The Foundation for a Remarkable—and Remarkably Valuable—Business for the Certified Public Accountant, Enrolled Agent and Other Tax Professionals

There are many common misconceptions about Stoics. Many believe Stoics to be like Mr. Spock of Star Trek, a person purely dedicated to logic and therefore unable to experience the joys of life. But that is hardly the case; Stoicism evolved from a search for a way to live a happy life.

Founded circa 300 BCE by Xeno of Cyprus, Stoicism believes that the path to a happier life lies in striving to gain greater self-control, clearing out destructive emotions and thereby making better choices. Already we can see that Stoicism has much to offer investors.

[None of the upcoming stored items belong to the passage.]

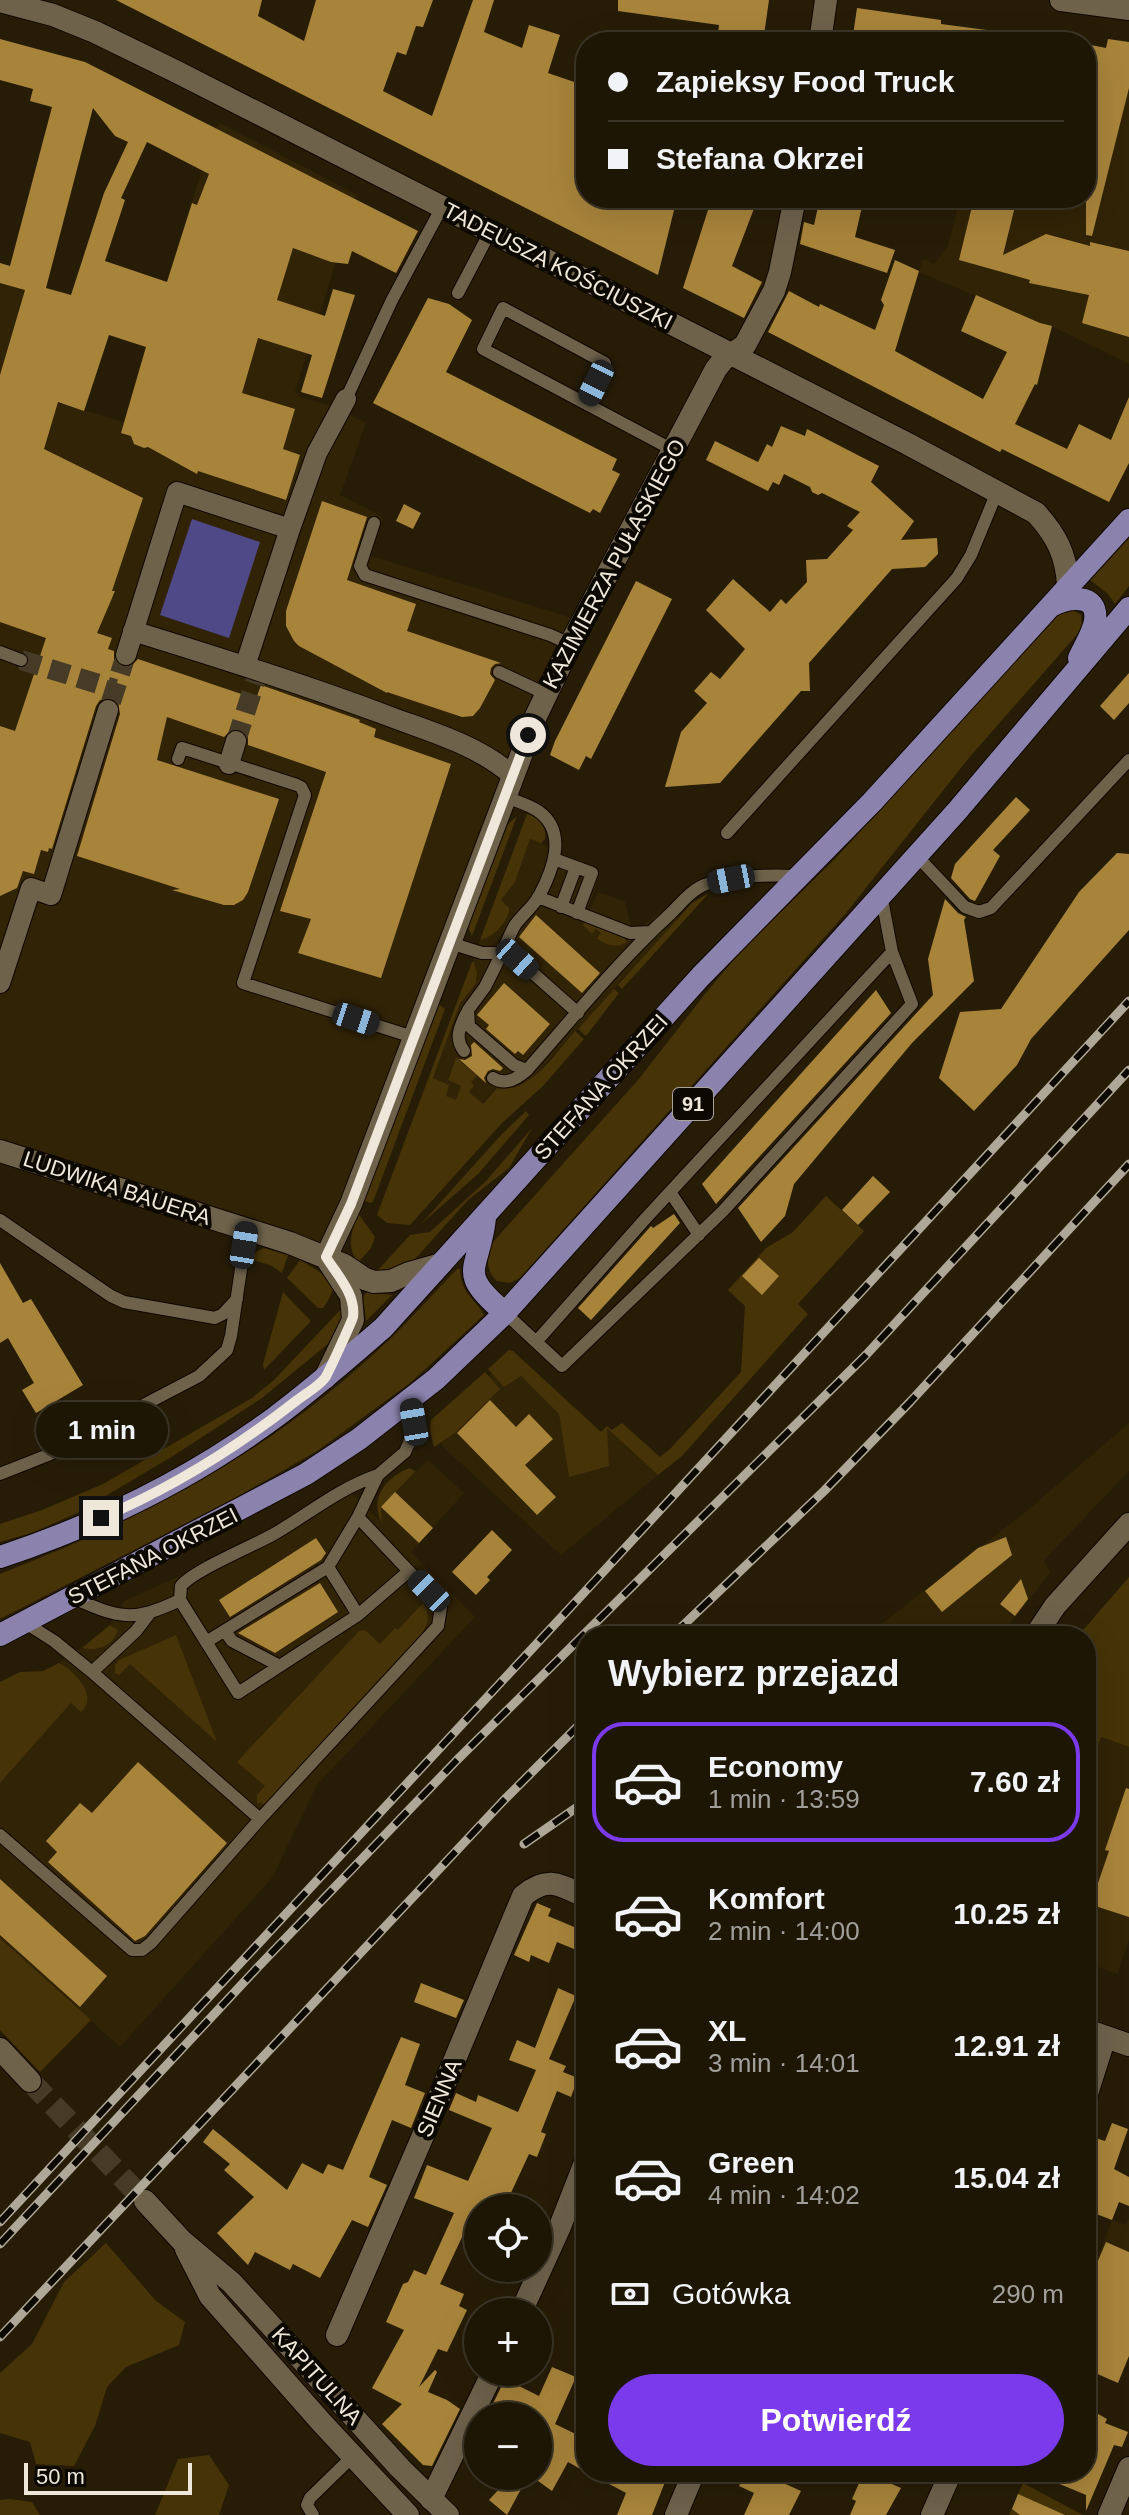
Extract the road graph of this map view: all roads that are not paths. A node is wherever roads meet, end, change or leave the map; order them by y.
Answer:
1 (826, 0) edge
2 (1061, 0) edge
3 (0, 1) edge
4 (1129, 9) edge
5 (821, 32) edge
6 (442, 207) junction
7 (793, 208) edge
8 (490, 232) junction
9 (458, 293) dead end
10 (732, 354) junction
11 (346, 399) joint
12 (586, 402) junction
13 (673, 450) junction
14 (997, 492) junction
15 (1129, 520) edge
16 (374, 523) dead end
17 (290, 529) junction
18 (1068, 584) junction
19 (1046, 608) junction
20 (1125, 622) edge
21 (133, 631) junction
22 (570, 644) junction
23 (0, 652) edge
24 (126, 655) tunnel mouth
25 (21, 660) tunnel mouth
26 (245, 666) junction
27 (499, 672) dead end
28 (1070, 680) junction
29 (546, 694) junction
30 (108, 710) tunnel mouth
31 (236, 741) tunnel mouth
32 (178, 759) dead end
33 (1129, 760) edge
34 (229, 764) junction
35 (512, 775) junction
36 (504, 796) junction
37 (727, 833) dead end
38 (916, 855) junction
39 (554, 859) junction
40 (576, 867) junction
41 (797, 876) junction
42 (881, 894) junction
43 (538, 897) junction
44 (561, 907) junction
45 (577, 913) junction
46 (650, 932) junction
47 (450, 943) junction
48 (892, 952) junction
49 (502, 953) junction
50 (0, 983) edge
51 (468, 1010) junction
52 (578, 1013) junction
53 (413, 1037) junction
54 (464, 1051) dead end
55 (527, 1070) junction
56 (493, 1078) dead end
57 (0, 1151) edge
58 (670, 1192) junction
59 (485, 1217) junction
60 (0, 1220) edge
61 (247, 1229) junction
62 (699, 1235) junction
63 (326, 1257) junction
64 (441, 1264) junction
65 (237, 1299) junction
66 (505, 1313) junction
67 (536, 1342) junction
68 (325, 1378) junction
69 (410, 1400) junction
70 (0, 1474) edge
71 (378, 1475) junction
72 (358, 1517) junction
73 (1129, 1524) edge
74 (0, 1557) edge
75 (328, 1567) junction
76 (409, 1571) junction
77 (71, 1597) junction
78 (180, 1600) junction
79 (149, 1614) junction
80 (358, 1615) junction
81 (24, 1622) junction
82 (1042, 1626) edge
83 (225, 1631) junction
84 (0, 1635) edge
85 (206, 1642) junction
86 (280, 1666) junction
87 (92, 1672) junction
88 (260, 1819) junction
89 (0, 1835) edge
90 (576, 1893) edge
91 (1096, 2033) edge
92 (1129, 2045) edge
93 (0, 2049) edge
94 (30, 2081) tunnel mouth
95 (576, 2186) edge
96 (145, 2201) tunnel mouth
97 (182, 2241) junction
98 (527, 2298) edge
99 (337, 2335) dead end
100 (486, 2386) edge
101 (353, 2456) junction
102 (1129, 2468) edge
103 (690, 2482) edge
104 (947, 2482) edge
105 (431, 2499) junction
106 (313, 2515) edge
107 (408, 2515) edge
108 (448, 2515) edge
109 (676, 2515) edge
110 (932, 2515) edge
111 (1109, 2515) edge

1 - 5 street
2 - 4 street
3 - 6 street, TADEUSZA KOŚCIUSZKI
6 - 8 street, TADEUSZA KOŚCIUSZKI
6 - 11 lane
7 - 10 street, KAZIMIERZA PUŁASKIEGO
8 - 9 lane
8 - 10 street, TADEUSZA KOŚCIUSZKI
10 - 13 street, KAZIMIERZA PUŁASKIEGO
10 - 14 street, TADEUSZA KOŚCIUSZKI
11 - 17 street
12 - 12 lane
12 - 13 lane
13 - 22 street, KAZIMIERZA PUŁASKIEGO
14 - 18 street, TADEUSZA KOŚCIUSZKI
14 - 37 lane
15 - 18 main road, STEFANA OKRZEI
16 - 22 lane
17 - 21 street
17 - 26 street
18 - 19 main road, STEFANA OKRZEI
19 - 28 main road
19 - 41 main road, STEFANA OKRZEI
20 - 28 main road, STEFANA OKRZEI / 91
21 - 24 street
21 - 26 street
22 - 29 street, KAZIMIERZA PUŁASKIEGO
23 - 25 lane
26 - 35 street
27 - 29 lane
28 - 38 main road, STEFANA OKRZEI / 91
29 - 35 street, KAZIMIERZA PUŁASKIEGO
30 - 50 street
31 - 34 street
32 - 34 lane
33 - 38 lane
34 - 53 lane
35 - 36 street, KAZIMIERZA PUŁASKIEGO
36 - 39 lane
36 - 47 street, KAZIMIERZA PUŁASKIEGO
38 - 42 main road, STEFANA OKRZEI / 91
39 - 40 lane
39 - 43 lane
40 - 44 lane
40 - 45 lane
41 - 46 lane
41 - 59 main road, STEFANA OKRZEI
42 - 48 lane
42 - 66 main road, STEFANA OKRZEI / 91
43 - 44 lane
43 - 49 lane
44 - 45 lane
45 - 46 lane
46 - 52 lane
47 - 49 lane
47 - 53 street, KAZIMIERZA PUŁASKIEGO
48 - 58 lane
48 - 62 lane
49 - 51 lane
49 - 52 lane
51 - 54 lane
51 - 55 lane
52 - 55 lane
53 - 63 street, KAZIMIERZA PUŁASKIEGO
55 - 56 lane
57 - 61 street, LUDWIKA BAUERA
58 - 62 lane
58 - 67 lane
59 - 64 main road, STEFANA OKRZEI
59 - 66 main road
60 - 65 lane
61 - 63 street, LUDWIKA BAUERA
61 - 65 lane
62 - 67 lane
63 - 64 street, LUDWIKA BAUERA
63 - 68 street
64 - 68 main road, STEFANA OKRZEI
65 - 70 lane
66 - 67 lane
66 - 69 main road, STEFANA OKRZEI / 91
68 - 74 main road, STEFANA OKRZEI
69 - 71 lane
69 - 77 main road, STEFANA OKRZEI / 91
71 - 72 lane
71 - 78 lane
72 - 75 lane
72 - 76 lane
73 - 82 street
75 - 80 lane
75 - 83 lane
76 - 80 lane
76 - 88 lane
77 - 79 lane
77 - 81 main road, STEFANA OKRZEI / 91
78 - 79 lane
78 - 85 lane
79 - 87 lane
80 - 86 lane
81 - 84 main road, STEFANA OKRZEI / 91
81 - 87 lane
83 - 85 lane
83 - 86 lane
85 - 86 lane
87 - 88 lane
88 - 89 lane
90 - 99 street, SIENNA
91 - 92 street
93 - 94 street
95 - 98 street
96 - 97 street, KAPITULNA
97 - 101 street, KAPITULNA
97 - 105 street, KAPITULNA
100 - 105 street
101 - 106 lane
101 - 107 street, KAPITULNA
102 - 111 street
103 - 109 street
104 - 110 street
105 - 108 street, KAPITULNA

The early Stoics developed five principles for a better life: 1, manage your expectations, 2, be realistic about what you can change, 3, strive for equanimity, 4, recognize your emotions and, 5, live in harmony with nature. If it reads like a recipe for investing success, and for managing client relationships, we suggest that it is one—an ideal one.

There is more: Stoics believe in four core virtues: Wisdom, Courage, Justice, and Temperance. Each has a role in managing clients and in building a valuable business. For the entrepreneurial Certified Public Accountant or Enrolled Agent, there may be no more valuable guiding principles when deciding how to add asset protection and wealth management services to their existing compliance and planning business.

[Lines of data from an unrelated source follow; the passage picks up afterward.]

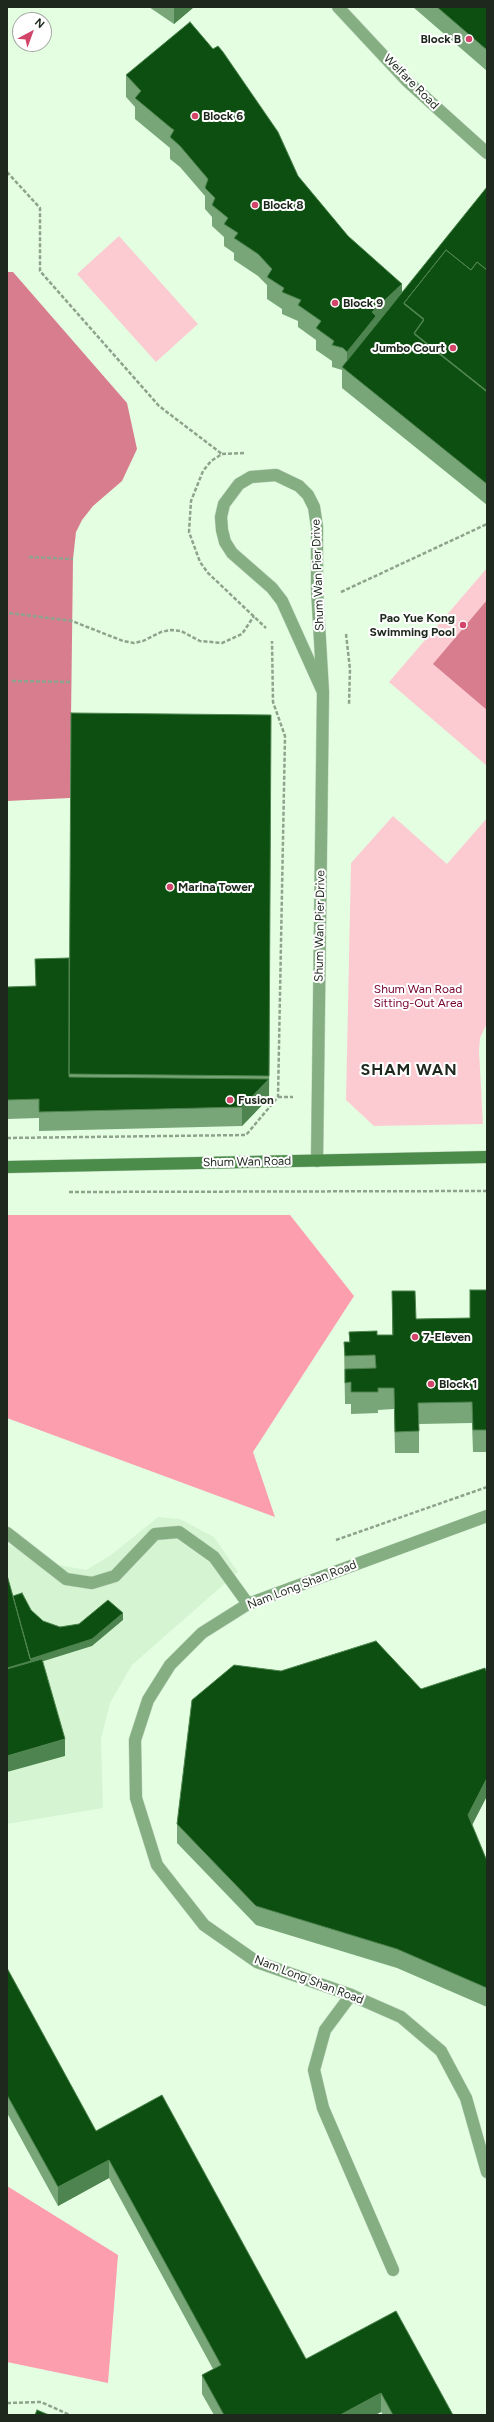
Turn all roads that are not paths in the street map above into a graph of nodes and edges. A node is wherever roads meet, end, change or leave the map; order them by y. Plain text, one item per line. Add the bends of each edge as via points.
1 (338, 7) edge
2 (487, 153) edge
3 (324, 692) junction
4 (487, 1157) edge
5 (317, 1161) junction
6 (7, 1167) edge
7 (487, 1516) edge
8 (7, 1533) edge
9 (248, 1604) junction
10 (351, 1995) junction
11 (487, 2172) edge
12 (393, 2270) dead end

1 - 2 street, Welfare Road via 407,81
3 - 3 street, Shum Wan Pier Drive via 282,601 272,588 232,553 226,542 221,517 224,504 240,484 251,477 276,475 289,479 308,495 314,507
3 - 5 street, Shum Wan Pier Drive
4 - 5 street, Shum Wan Road
5 - 6 street, Shum Wan Road
7 - 9 street, Nam Long Shan Road
8 - 9 street via 66,1579 92,1583 115,1576 154,1534 179,1532 214,1557
9 - 10 street, Nam Long Shan Road via 202,1633 170,1665 148,1700 135,1740 136,1798 157,1865 204,1925 258,1962
10 - 11 street, Nam Long Shan Road via 401,2017 441,2051 466,2098
10 - 12 street via 324,2030 314,2070 323,2108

The Four Virtues at Work for the Tax Pro and Their Clients

Wisdom—Advantage Goes to the Tax Pro By Nature

Wisdom, to the Stoics, was essentially the ability to recognize that which is good, evil or neither one. For the tax pro, this is no trivial thing. Your clients depend upon you to make recommendations that can have a massive impact on their financial well-being. 75% of CPAs kick that can down the road to other advisors, brokers, bankers and insurance people, feeling that it’s beyond the scope of their value delivery model.

How wise is that? Is it the best thing for the client? Would an entirely insurance-based solution be best? Or the entirely closed system approach favored by broker-dealers, whose mantra is “suitability” and not “best interests”? When you refer out to a single-threaded professional, your clients aren’t likely to get a true fiduciary solution — the sort of thing you know you’d prefer for them if you had the option.

If you really had the option, you’d get things in the right order. Your tax planning strategies would guide investment policy, not react to it retroactively. The fundamental practice of single- and multi-family offices, “taxes first, then math” exists for the simple reason that it is best for the client. “Math” refers to a meritocratic, objective, market-wide competition to satisfy the client’s requirements in the most elegant way possible.

And this: if you were wise, you might also adopt the Stoic’s principle #2: be realistic about what you can change. You’d realize that any strategy that attempts to predict or control the unpredictable and uncontrollable — e.g. the market, volatility, interest rates, inflation, global conflict, climate change, legislation, etc. — would be based on luck that the speculation — the guess — will be right.

Family offices, institutions, and pension plans have strict fiduciary responsibilities that prevent them from speculating. Instead, they focus on controlling only those things that can be controlled: security selection, costs, tax efficiency, and risk exposure. All of those things are solidly in the dominion of the tax professional.

We doubt that there were any CPAs in ancient Rome, but it’s almost as if the Stoics were creating a philosophy specifically in support of the accountant as advisor.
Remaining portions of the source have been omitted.